Journalists know when they have a scoop and they also know how far to push their source. I do not know if the General knowingly concealed the scoop in a maze of information, I do not know if his intention all along was only to disclose the bribe attempt, but at that point, my overwhelming concern was that he shouldn't retract. Significantly, the “always warring” General never once blamed the state of affairs on the Manmohan Singh government or on Mr. Antony whom he appeared genuinely fond of. The chief had a standard reply to each of my questions on political graft, and on the people in government who might have been party to the corruption he was so anguished about: “I'm concerned with and will talk about only my organisation.”
I emerged out of Gen.Singh's home with the BRICS summit, still many days away, hardly in my consciousness. The bribe news hit TV channels and Parliament like an avalanche. Commentators and politicians were scandalised that a bribe offer had been made to the Army Chief. But as the day wore on, the accuser became the accused, and questions began to be raised about why the chief had not handed over the bribe-giver to the police and why he had not blacklisted the company that supplied the trucks. Valid questions, but by now a few details had emerged. The company was a public sector undertaking. Could the Army Chief have blacklisted it? Serving officers in the Army were also appalled at the assumption that the chief could have walked to a police station and filed an FIR against an officer who was now a civilian. “In the Army you report any such thing to the superior which the chief did by going to Mr. Antony.” The Defence Minister confirmed that the general had gone to him with the bribery complaint, adding though that he had advised him to act on it which he did not. This raised another question. Why did Gen. Singh not act on Mr. Antony's advice? But equally, why did Mr. Antony not pursue the complaint, and more importantly, why did he not sack the chief for glossing over such a serious matter? (It turned out later that he had received complaints about the trucks from Ghulam Nabi Azad.)
By this time, the leaked letter had exploded, causing further mayhem. Mulayam Singh and Lalu Prasad, forming an undisguised caste grouping, hit out Gen. Singh, who was commissioned into the 2nd Battalion of the Rajput Regiment. “Sack him, sack him,” they chorused even as the Congress fielded spokespersons who despaired at the lunacy of the “runaway” chief. For god's sake, the man had leaked a classified letter containing India's defence shortcomings! The articulate Sushma Swaraj did not accuse the chief of leaking the letter but she was appalled that he had written to the Prime Minister instead of having a private chat with the Raksha Mantri: “There is always the danger that a letter will be leaked,” she said.
The noise grew into a cacophony as many voices pitched in.

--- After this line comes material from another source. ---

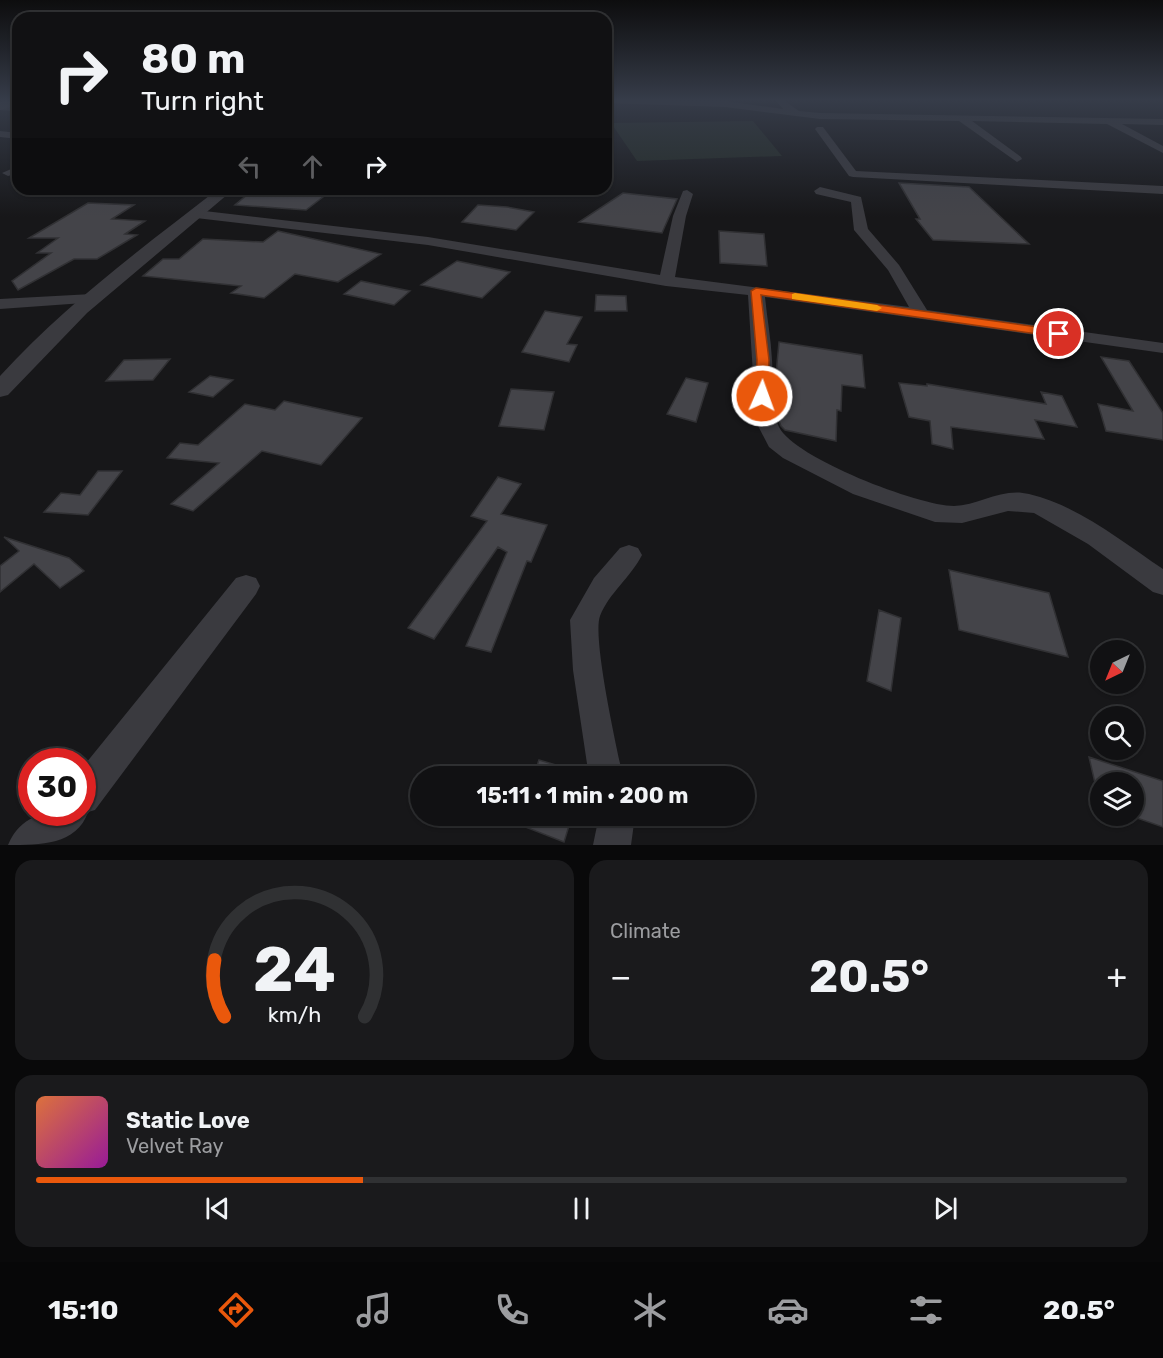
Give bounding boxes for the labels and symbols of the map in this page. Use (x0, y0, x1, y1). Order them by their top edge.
pin (1033, 308, 1084, 359)
position arrow (730, 364, 794, 428)
north arrow (1090, 640, 1144, 694)
speed limit sign: 30 (18, 748, 96, 826)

In this bazaar of instant verdicts, anyone could say anything and it would become breaking news. Army chief writing to the Prime Minister is Standard Operating Procedure in the Army. Similar communications take place between the chiefs of Air Staff and Naval Staff and the Prime Minister. The letters, termed by the forces as routine, are usually written at six-monthly intervals and give an account of shortcomings in order that the executive is kept fully informed on India's defence preparedness. To an outsider, these letters may appear alarmist but this is part of the drill in the services. In fact, this kind of communication happens down the line. A colonel in charge of equipment in the mechanised infantry would do similar stock-taking with respect to wastage and reserve of ammunition in communications to his immediate superior. Army commanders submit six-monthly appraisals of their respective commands to the chief and these are discussed “frankly and freely” at conferences attended by the Defence Minister and the Prime Minister.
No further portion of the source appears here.